Home Revenue Management OTA A Call to Arms: How to Shift Market Share from the OTAs to the Hotel Website Part I

A Call to Arms: How to Shift Market Share from the OTAs to the Hotel Website Part I

Apr 18, 2013  By 

This year, the hospitality industry is in for a lot of pain. OTA dependency continues to plague the hospitality industry, despite gains in the past three years and positive trends in all three industry indicators. This isn’t new. What’s new is the pain to the bottom line inflicted by the fat commission checks hoteliers are now paying Expedia and other OTAs, due to the widespread adoption of Expedia’s and Booking.com’s agency model in the U.S.

Last year, Expedia introduced the Expedia Traveler Preference (ETP) Program to the U.S. market, a classic “agency” distribution model and a stark departure from the traditional OTA merchant model. With ETP, travel consumers book on Expedia and pay when they arrive at the hotel. The hotel then pays Expedia the contracted commission.

The ETP is the U.S. reincarnation of a similar program Expedia has been running in Europe for at least three years: The Expedia Easy Manage Program, which has more than 15,000 participating European hotels.

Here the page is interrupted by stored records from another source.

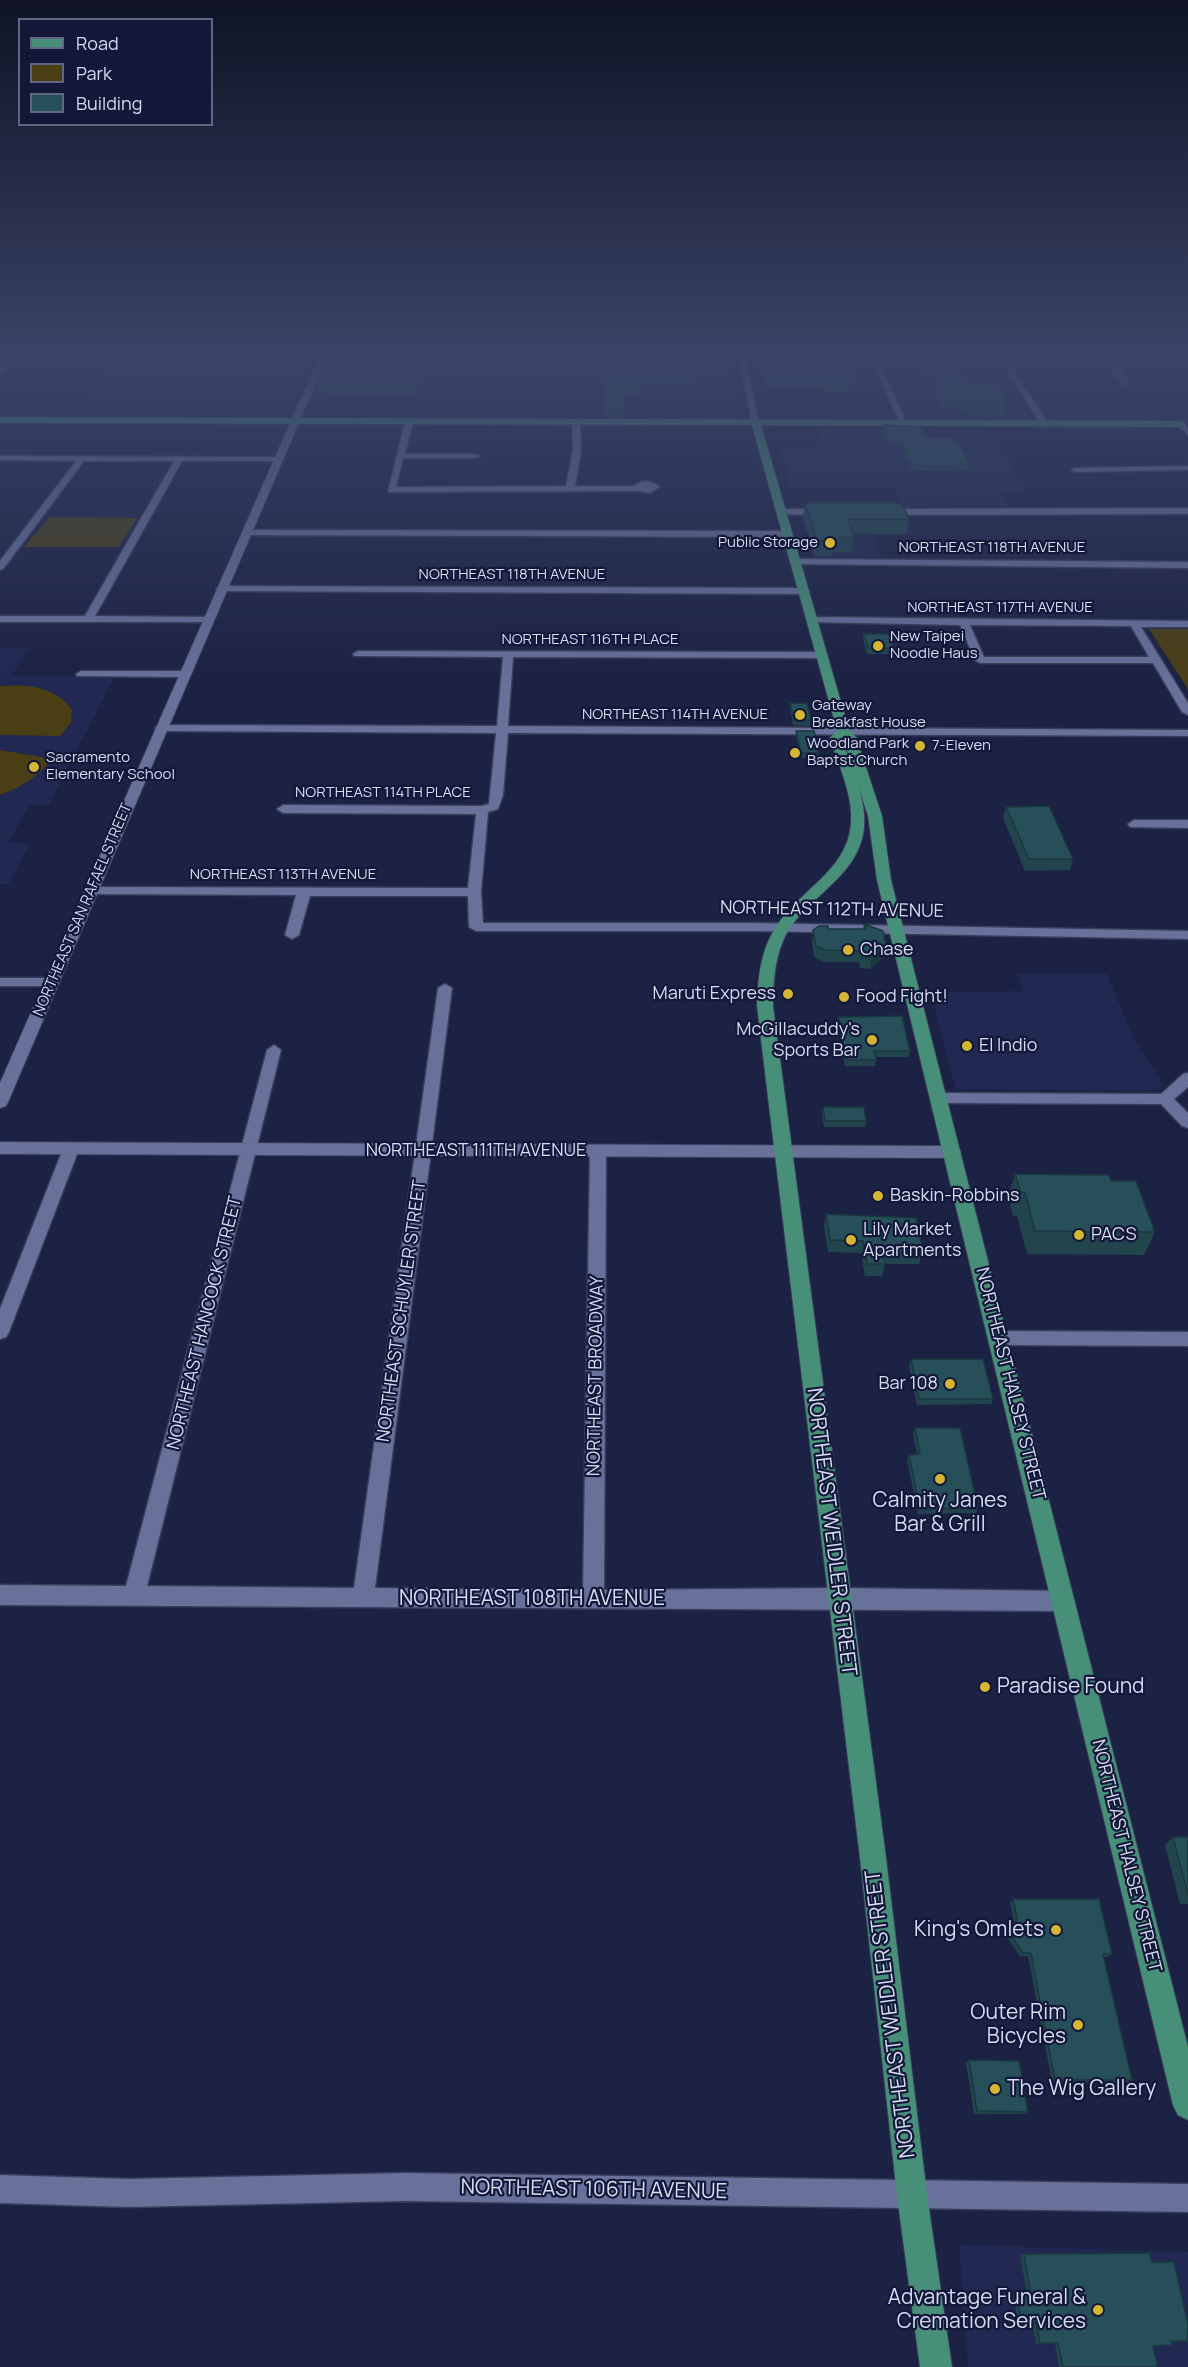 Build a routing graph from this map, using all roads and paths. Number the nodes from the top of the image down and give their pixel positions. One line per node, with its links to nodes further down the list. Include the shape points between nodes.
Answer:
1 (76, 465): 19 (street)
2 (175, 465): 23 (street)
3 (275, 465): 15 (street, NORTHEAST SAN RAFAEL STREET)
4 (397, 465): 10 (street, via 391,490)
5 (574, 465): 10 (street)
6 (768, 465): 12 (main road, NORTHEAST HALSEY STREET)
7 (1188, 468): 8 (street)
8 (1075, 470)
9 (639, 488): 10 (street)
10 (570, 490)
11 (1188, 511): 14 (street)
12 (782, 512): 13 (street); 16 (main road, NORTHEAST HALSEY STREET)
13 (832, 512)
14 (876, 512)
15 (246, 533): 16 (street); 20 (street, NORTHEAST SAN RAFAEL STREET)
16 (788, 534): 17 (main road, NORTHEAST HALSEY STREET)
17 (796, 562): 18 (street, NORTHEAST 118TH AVENUE); 21 (main road, NORTHEAST HALSEY STREET)
18 (1188, 565)
19 (0, 567)
20 (221, 589): 21 (street, NORTHEAST 118TH AVENUE); 24 (street, NORTHEAST SAN RAFAEL STREET)
21 (804, 591): 25 (main road, NORTHEAST HALSEY STREET)
22 (0, 619): 23 (street)
23 (89, 619): 24 (street)
24 (208, 620): 34 (street, NORTHEAST SAN RAFAEL STREET)
25 (812, 620): 26 (street, NORTHEAST 117TH AVENUE); 31 (main road, NORTHEAST HALSEY STREET)
26 (964, 623): 27 (street, NORTHEAST 117TH AVENUE); 32 (street, via 981,660)
27 (1134, 623): 28 (street, NORTHEAST 117TH AVENUE); 32 (street)
28 (1188, 624)
29 (358, 654): 30 (street, NORTHEAST 116TH PLACE)
30 (508, 655): 31 (street, NORTHEAST 116TH PLACE); 37 (street)
31 (822, 655): 38 (main road, NORTHEAST HALSEY STREET)
32 (1157, 660): 35 (street)
33 (81, 674): 34 (street)
34 (184, 674): 36 (street, NORTHEAST SAN RAFAEL STREET)
35 (1188, 712)
36 (161, 728): 37 (street, NORTHEAST 114TH AVENUE); 44 (street, NORTHEAST SAN RAFAEL STREET)
37 (502, 730): 38 (street, NORTHEAST 114TH AVENUE); 41 (street, via 496,803)
38 (843, 731): 39 (street, NORTHEAST 114TH AVENUE); 47 (main road, NORTHEAST WEIDLER STREET, via 836,738 857,812 854,842 841,867); 48 (main road, NORTHEAST HALSEY STREET, via 850,737 876,816 884,880)
39 (1188, 733)
40 (283, 809): 41 (street, NORTHEAST 114TH PLACE)
41 (482, 810): 46 (street)
42 (1134, 824): 43 (street)
43 (1188, 824)
44 (91, 891): 45 (street, NORTHEAST 113TH AVENUE); 52 (street, NORTHEAST SAN RAFAEL STREET)
45 (304, 892): 46 (street, NORTHEAST 113TH AVENUE); 49 (street)
46 (474, 892): 47 (street, NORTHEAST 112TH AVENUE, via 476,927)
47 (783, 928): 48 (street, NORTHEAST 112TH AVENUE); 65 (main road, NORTHEAST WEIDLER STREET, via 768,967 765,1006)
48 (896, 929): 50 (street, NORTHEAST 112TH AVENUE); 56 (main road, NORTHEAST HALSEY STREET)
49 (292, 935)
50 (1188, 935)
51 (0, 982): 52 (street)
52 (52, 982): 58 (street, NORTHEAST SAN RAFAEL STREET)
53 (445, 988): 63 (street, NORTHEAST SCHUYLER STREET)
54 (273, 1050): 62 (street, NORTHEAST HANCOCK STREET)
55 (1188, 1078): 57 (street)
56 (939, 1098): 57 (street); 66 (main road, NORTHEAST HALSEY STREET)
57 (1165, 1099): 59 (street)
58 (0, 1102)
59 (1188, 1122)
60 (0, 1148): 61 (street, NORTHEAST 111TH AVENUE)
61 (71, 1149): 62 (street, NORTHEAST 111TH AVENUE); 67 (street)
62 (249, 1149): 63 (street, NORTHEAST 111TH AVENUE); 71 (street, NORTHEAST HANCOCK STREET)
63 (424, 1150): 64 (street, NORTHEAST 111TH AVENUE); 72 (street, NORTHEAST SCHUYLER STREET)
64 (598, 1151): 65 (street, NORTHEAST 111TH AVENUE); 74 (street, NORTHEAST BROADWAY)
65 (783, 1152): 66 (street, NORTHEAST 111TH AVENUE); 73 (main road, NORTHEAST WEIDLER STREET)
66 (952, 1152): 68 (main road, NORTHEAST HALSEY STREET)
67 (0, 1332)
68 (998, 1338): 69 (street); 75 (main road, NORTHEAST HALSEY STREET)
69 (1188, 1340)
70 (0, 1595): 71 (street, NORTHEAST 108TH AVENUE)
71 (134, 1597): 72 (street, NORTHEAST 108TH AVENUE)
72 (363, 1598): 74 (street, NORTHEAST 108TH AVENUE)
73 (840, 1598): 74 (street, NORTHEAST 108TH AVENUE); 75 (street, NORTHEAST 108TH AVENUE); 78 (main road, NORTHEAST WEIDLER STREET)
74 (593, 1600)
75 (1063, 1601): 76 (main road, NORTHEAST HALSEY STREET)
76 (1188, 2104)
77 (0, 2189): 78 (street, NORTHEAST 106TH AVENUE, via 128,2193 406,2187)
78 (912, 2195): 79 (street, NORTHEAST 106TH AVENUE); 80 (main road, NORTHEAST WEIDLER STREET)
79 (1188, 2198)
80 (936, 2367)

Expedia was forced to introduce this program to the U.S. to better compete with Booking.com’s agency model after the aggressive introduction of Booking.com to the U.S. market, and as a result of tremendous pressure by the major hotel brands.

Independent hotels are particularly OTA-dependent. On average, more than 42% of roomnights for independent hotels are reserved via the online channel. Unfortunately, only 24% of these roomnights come via the hotel website, while more than 76% percent are made through OTAs (STR, HSMAI Foundation).

The industry has detested the OTA merchant model since its very beginning back in 1995 (remember HotelDiscounts.com, the precursor to Hotels.com?). Though the adoption of the agency model, including the ETP Program, is a very positive development for the industry and a step towards a more palatable agency model becoming the dominant format of the OTA/hotelier relationship, hoteliers have an uphill battle in front of them in terms of decreasing their dependency on the OTA channel.

2013 Will Be the Year of Realizing the Extent of the Pain Caused by the OTAs
This year, painful commission checks due to Expedia’s ETP agency model have started flying out the door, and hoteliers are seeing for the first time the true financial ramifications of their dependency on the OTA channel. In the past, operating under the merchant model, Expedia deducted its hefty merchant commission (average of 25% for independent hotels) and hoteliers received the net from any OTA booked revenue. These net OTA revenues lowered the overall ADRs at the property but did not appear as an expense item in the property P&L.
Under the new ETP agency model, hotels are now cutting highly-visible commission checks which are classified as distribution costs in the same manner as third-party booking engine fees, GDS fees and traditional travel agency commissions.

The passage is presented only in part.